__DIRECTIONS__.
Exact reproduction, images excluded: write out the records below.

[Saved data entries]
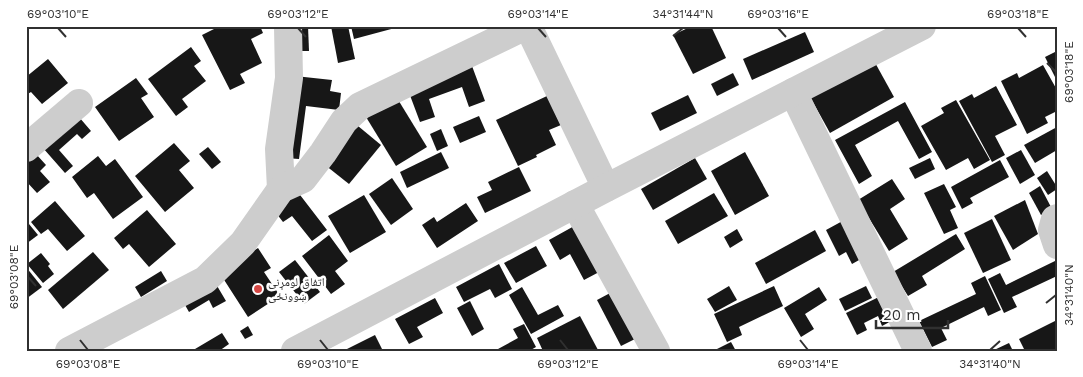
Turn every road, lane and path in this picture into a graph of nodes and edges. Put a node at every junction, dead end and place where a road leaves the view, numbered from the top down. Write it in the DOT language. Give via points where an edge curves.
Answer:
graph roads {
  1 [pos="288,26"];
  2 [pos="527,26"];
  3 [pos="922,26"];
  4 [pos="793,92"];
  5 [pos="79,104"];
  6 [pos="26,148"];
  7 [pos="606,188"];
  8 [pos="281,189"];
  9 [pos="575,204"];
  10 [pos="1057,218"];
  11 [pos="1057,245"];
  12 [pos="69,351"];
  13 [pos="295,351"];
  14 [pos="656,351"];
  15 [pos="918,351"];
  1 -- 8 [label="street" via="289,78 279,148"];
  2 -- 7 [label="street"];
  2 -- 8 [label="street" via="360,106 344,121 302,179"];
  3 -- 4 [label="street"];
  4 -- 7 [label="street"];
  4 -- 15 [label="street"];
  5 -- 6 [label="street"];
  7 -- 9 [label="street"];
  8 -- 12 [label="street" via="243,243 205,280"];
  9 -- 13 [label="street"];
  9 -- 14 [label="street"];
  10 -- 11 [label="street" via="1054,218 1052,230"];
}
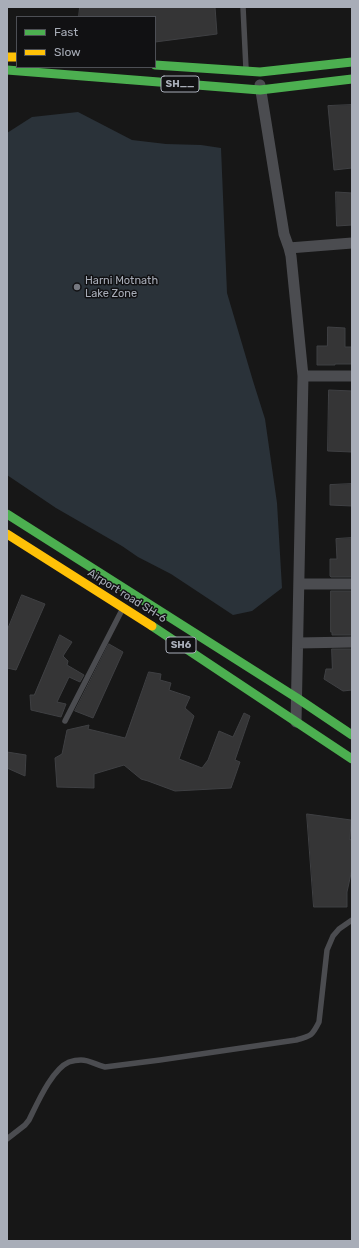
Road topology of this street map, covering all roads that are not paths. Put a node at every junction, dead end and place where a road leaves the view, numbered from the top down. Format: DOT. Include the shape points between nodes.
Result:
graph roads {
  1 [pos="243,7"];
  2 [pos="352,62"];
  3 [pos="156,66"];
  4 [pos="7,70"];
  5 [pos="260,72"];
  6 [pos="352,79"];
  7 [pos="245,80"];
  8 [pos="260,90"];
  9 [pos="352,243"];
  10 [pos="288,248"];
  11 [pos="303,376"];
  12 [pos="352,376"];
  13 [pos="7,514"];
  14 [pos="7,534"];
  15 [pos="299,584"];
  16 [pos="352,584"];
  17 [pos="123,608"];
  18 [pos="352,642"];
  19 [pos="298,643"];
  20 [pos="297,698"];
  21 [pos="65,721"];
  22 [pos="296,722"];
  23 [pos="352,735"];
  24 [pos="352,760"];
  25 [pos="352,920"];
  26 [pos="7,1139"];
  1 -- 7 [label="lane"];
  2 -- 5 [label="main road"];
  3 -- 7 [label="main road"];
  4 -- 7 [label="main road, SH__"];
  5 -- 7 [label="main road"];
  5 -- 8 [label="street"];
  6 -- 8 [label="main road, SH__"];
  7 -- 8 [label="main road, SH__"];
  8 -- 10 [label="street"];
  9 -- 10 [label="street"];
  10 -- 11 [label="street"];
  11 -- 12 [label="street"];
  11 -- 15 [label="street"];
  13 -- 20 [label="main road, SH6"];
  14 -- 17 [label="main road, Airport road SH-6 / SH6"];
  15 -- 16 [label="street"];
  15 -- 19 [label="street"];
  17 -- 21 [label="lane"];
  17 -- 22 [label="main road, Airport road SH-6 / SH6"];
  18 -- 19 [label="street"];
  19 -- 20 [label="street"];
  20 -- 22 [label="street"];
  20 -- 23 [label="main road, SH6"];
  22 -- 24 [label="main road, Airport road SH-6 / SH6"];
  25 -- 26 [label="lane" via="333,936 327,950 319,1022 309,1037 105,1067 90,1061 68,1062 49,1082 29,1120"];
}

__OUTPUT FOR THIS EXERCISE__.
Turn every road, lane and path in this picture into a graph of nodes and edges. Put a node at every junction, dead end and place where a road leaves the view, numbered from the top down. Write it in the DOT language. Give via points where an edge curves.
Answer:
graph roads {
  1 [pos="288,26"];
  2 [pos="527,26"];
  3 [pos="922,26"];
  4 [pos="793,92"];
  5 [pos="79,104"];
  6 [pos="26,148"];
  7 [pos="606,188"];
  8 [pos="281,189"];
  9 [pos="575,204"];
  10 [pos="1057,218"];
  11 [pos="1057,245"];
  12 [pos="69,351"];
  13 [pos="295,351"];
  14 [pos="656,351"];
  15 [pos="918,351"];
  1 -- 8 [label="street" via="289,78 279,148"];
  2 -- 7 [label="street"];
  2 -- 8 [label="street" via="360,106 344,121 302,179"];
  3 -- 4 [label="street"];
  4 -- 7 [label="street"];
  4 -- 15 [label="street"];
  5 -- 6 [label="street"];
  7 -- 9 [label="street"];
  8 -- 12 [label="street" via="243,243 205,280"];
  9 -- 13 [label="street"];
  9 -- 14 [label="street"];
  10 -- 11 [label="street" via="1054,218 1052,230"];
}
Road topology of this street map, covering all roads that are not paths. Put a node at every junction, dead end and place where a road leaves the view, numbered from the top down. Format: DOT. Include the shape points between nodes.
Result:
graph roads {
  1 [pos="243,7"];
  2 [pos="352,62"];
  3 [pos="156,66"];
  4 [pos="7,70"];
  5 [pos="260,72"];
  6 [pos="352,79"];
  7 [pos="245,80"];
  8 [pos="260,90"];
  9 [pos="352,243"];
  10 [pos="288,248"];
  11 [pos="303,376"];
  12 [pos="352,376"];
  13 [pos="7,514"];
  14 [pos="7,534"];
  15 [pos="299,584"];
  16 [pos="352,584"];
  17 [pos="123,608"];
  18 [pos="352,642"];
  19 [pos="298,643"];
  20 [pos="297,698"];
  21 [pos="65,721"];
  22 [pos="296,722"];
  23 [pos="352,735"];
  24 [pos="352,760"];
  25 [pos="352,920"];
  26 [pos="7,1139"];
  1 -- 7 [label="lane"];
  2 -- 5 [label="main road"];
  3 -- 7 [label="main road"];
  4 -- 7 [label="main road, SH__"];
  5 -- 7 [label="main road"];
  5 -- 8 [label="street"];
  6 -- 8 [label="main road, SH__"];
  7 -- 8 [label="main road, SH__"];
  8 -- 10 [label="street"];
  9 -- 10 [label="street"];
  10 -- 11 [label="street"];
  11 -- 12 [label="street"];
  11 -- 15 [label="street"];
  13 -- 20 [label="main road, SH6"];
  14 -- 17 [label="main road, Airport road SH-6 / SH6"];
  15 -- 16 [label="street"];
  15 -- 19 [label="street"];
  17 -- 21 [label="lane"];
  17 -- 22 [label="main road, Airport road SH-6 / SH6"];
  18 -- 19 [label="street"];
  19 -- 20 [label="street"];
  20 -- 22 [label="street"];
  20 -- 23 [label="main road, SH6"];
  22 -- 24 [label="main road, Airport road SH-6 / SH6"];
  25 -- 26 [label="lane" via="333,936 327,950 319,1022 309,1037 105,1067 90,1061 68,1062 49,1082 29,1120"];
}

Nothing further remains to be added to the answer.